Whanganui's Land Based Training (LBT) won the tender, partly with the help of Hamish Bowie, who went to Wanganui Collegiate School, has connections with aid and now lives in the Botswana capital, Gaborone.
LBT first scoped the project, spending two weeks in Botswana and talking to a lot of people and groups - Agriculture Ministry staff, universities, herdsmen, women, youth, the one meat company.
It decided to use an existing Agriculture Ministry training facility at Ramatlabama, near the border with South Africa, as a teaching base.
Seabelo Molefhi was chosen as head tutor, and three more tutors are being trained to ensure the project will continue.

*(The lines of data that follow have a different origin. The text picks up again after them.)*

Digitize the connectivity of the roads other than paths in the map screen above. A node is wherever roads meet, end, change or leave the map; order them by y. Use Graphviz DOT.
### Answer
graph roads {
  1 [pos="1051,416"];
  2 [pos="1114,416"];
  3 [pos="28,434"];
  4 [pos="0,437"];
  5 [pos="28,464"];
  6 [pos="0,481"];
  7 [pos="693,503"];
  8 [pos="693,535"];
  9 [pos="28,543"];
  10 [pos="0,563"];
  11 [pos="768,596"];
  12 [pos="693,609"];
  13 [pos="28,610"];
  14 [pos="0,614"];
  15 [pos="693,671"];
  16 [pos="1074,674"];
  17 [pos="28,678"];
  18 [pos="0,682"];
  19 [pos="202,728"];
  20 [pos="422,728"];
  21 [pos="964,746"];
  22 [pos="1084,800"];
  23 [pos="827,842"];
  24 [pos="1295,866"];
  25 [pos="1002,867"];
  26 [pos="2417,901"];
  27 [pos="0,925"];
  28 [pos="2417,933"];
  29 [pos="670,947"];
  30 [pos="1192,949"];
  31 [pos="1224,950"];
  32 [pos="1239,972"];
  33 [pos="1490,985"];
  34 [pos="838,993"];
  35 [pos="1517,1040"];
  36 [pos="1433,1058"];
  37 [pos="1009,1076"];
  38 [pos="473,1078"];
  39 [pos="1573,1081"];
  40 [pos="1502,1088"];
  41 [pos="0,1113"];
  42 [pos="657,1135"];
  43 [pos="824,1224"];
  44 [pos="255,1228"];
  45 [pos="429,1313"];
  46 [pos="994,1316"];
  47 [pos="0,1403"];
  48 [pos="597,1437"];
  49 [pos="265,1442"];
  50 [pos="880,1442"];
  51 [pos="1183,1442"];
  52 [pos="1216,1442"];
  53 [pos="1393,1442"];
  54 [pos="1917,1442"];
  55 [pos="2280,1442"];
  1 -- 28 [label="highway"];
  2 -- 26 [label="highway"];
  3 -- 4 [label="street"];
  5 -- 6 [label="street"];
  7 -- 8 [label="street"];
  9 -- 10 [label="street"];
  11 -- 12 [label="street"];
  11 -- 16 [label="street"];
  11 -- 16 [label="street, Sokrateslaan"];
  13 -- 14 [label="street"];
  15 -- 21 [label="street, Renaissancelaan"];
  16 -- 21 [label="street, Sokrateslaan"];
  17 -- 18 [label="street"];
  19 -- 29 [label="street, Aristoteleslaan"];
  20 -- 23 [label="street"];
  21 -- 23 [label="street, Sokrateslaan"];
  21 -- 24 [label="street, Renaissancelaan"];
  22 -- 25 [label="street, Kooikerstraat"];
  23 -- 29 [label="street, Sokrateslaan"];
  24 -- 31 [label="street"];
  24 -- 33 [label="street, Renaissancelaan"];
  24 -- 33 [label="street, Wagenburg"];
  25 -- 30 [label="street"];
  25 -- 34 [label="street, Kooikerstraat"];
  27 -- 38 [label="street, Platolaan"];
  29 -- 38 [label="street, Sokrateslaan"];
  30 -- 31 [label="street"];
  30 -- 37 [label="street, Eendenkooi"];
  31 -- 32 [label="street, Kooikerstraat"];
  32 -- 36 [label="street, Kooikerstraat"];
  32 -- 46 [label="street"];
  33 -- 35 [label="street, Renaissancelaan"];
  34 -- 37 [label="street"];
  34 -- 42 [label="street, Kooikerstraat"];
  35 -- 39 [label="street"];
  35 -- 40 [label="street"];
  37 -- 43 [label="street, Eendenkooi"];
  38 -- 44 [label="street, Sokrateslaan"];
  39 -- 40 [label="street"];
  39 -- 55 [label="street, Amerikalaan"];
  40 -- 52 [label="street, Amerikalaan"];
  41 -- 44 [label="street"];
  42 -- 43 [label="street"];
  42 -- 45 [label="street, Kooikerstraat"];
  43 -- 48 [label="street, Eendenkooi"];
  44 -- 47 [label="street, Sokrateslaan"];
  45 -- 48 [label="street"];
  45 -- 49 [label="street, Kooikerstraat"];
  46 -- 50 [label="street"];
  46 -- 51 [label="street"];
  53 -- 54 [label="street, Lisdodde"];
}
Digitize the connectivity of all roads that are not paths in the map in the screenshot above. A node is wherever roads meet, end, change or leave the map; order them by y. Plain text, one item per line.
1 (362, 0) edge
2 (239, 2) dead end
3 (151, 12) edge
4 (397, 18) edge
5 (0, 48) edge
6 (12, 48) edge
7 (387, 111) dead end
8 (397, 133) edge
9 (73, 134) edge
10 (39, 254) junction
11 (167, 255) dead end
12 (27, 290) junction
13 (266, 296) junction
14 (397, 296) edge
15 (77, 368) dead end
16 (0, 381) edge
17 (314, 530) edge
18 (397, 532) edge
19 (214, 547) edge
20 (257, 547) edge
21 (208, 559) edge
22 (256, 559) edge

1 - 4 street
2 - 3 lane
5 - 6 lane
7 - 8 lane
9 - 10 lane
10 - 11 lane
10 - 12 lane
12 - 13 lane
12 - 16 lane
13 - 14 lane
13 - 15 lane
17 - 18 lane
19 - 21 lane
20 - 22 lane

Courses began there in January 2015, and 101 students finished them that year. This year's students are half way through the same learning.
Cattle farming is done completely differently in Botswana, but LBT operations manager James Towers said the African students were already excited about trying new methods.
He visited some who were trained last year and already teaching others and growing crops for their cattle.
Botswana's director of animal production Dr T.K. Phillemon-Motsu and Mr Molefhi are now spending 10 days in a quick tour of New Zealand cattle farms. They visited farms in Whanganui and Taihape last week and were amazed at what they saw.
Botswana is a large, flat, dry country in southern Africa, 70 per cent desert. It's a country where a truck driver who stops to relieve himself can be eaten by a python, with his idling truck only found days later.
Land is 70 per cent communally owned, with the owners having rights to use water bores. There are not many commercial farms. Most cattle owners have less than 50 cows that wander with herdsmen on the common land. Overgrazing happens and 25 to 35 per cent die of starvation in droughts. Their calving rate is only 45 per cent.
Mr Molefhi said farmers needed to learn to calculate how much feed their cattle needed, and provide it. They were fond of their cattle and didn't cull unproductive ones.
Cattle were like currency in Botswana, with Mr Molefhi working towards accumulating eight cows so he can get married.
In New Zealand, the visitors went to places which have been in drought, and where cattle were still alive because feed had been stored up for them. They saw 93 per cent calving rates on a Taihape farm.
In Botswana, farmers are just starting to find ways to fence land and grow crops they can store to feed their cattle.
LBT is encouraging the meat company to pay more for animals, so that unproductive ones are culled. Smaller and more efficient breeds are being used.
It's early days yet but the prospects look good, Mr Towers said.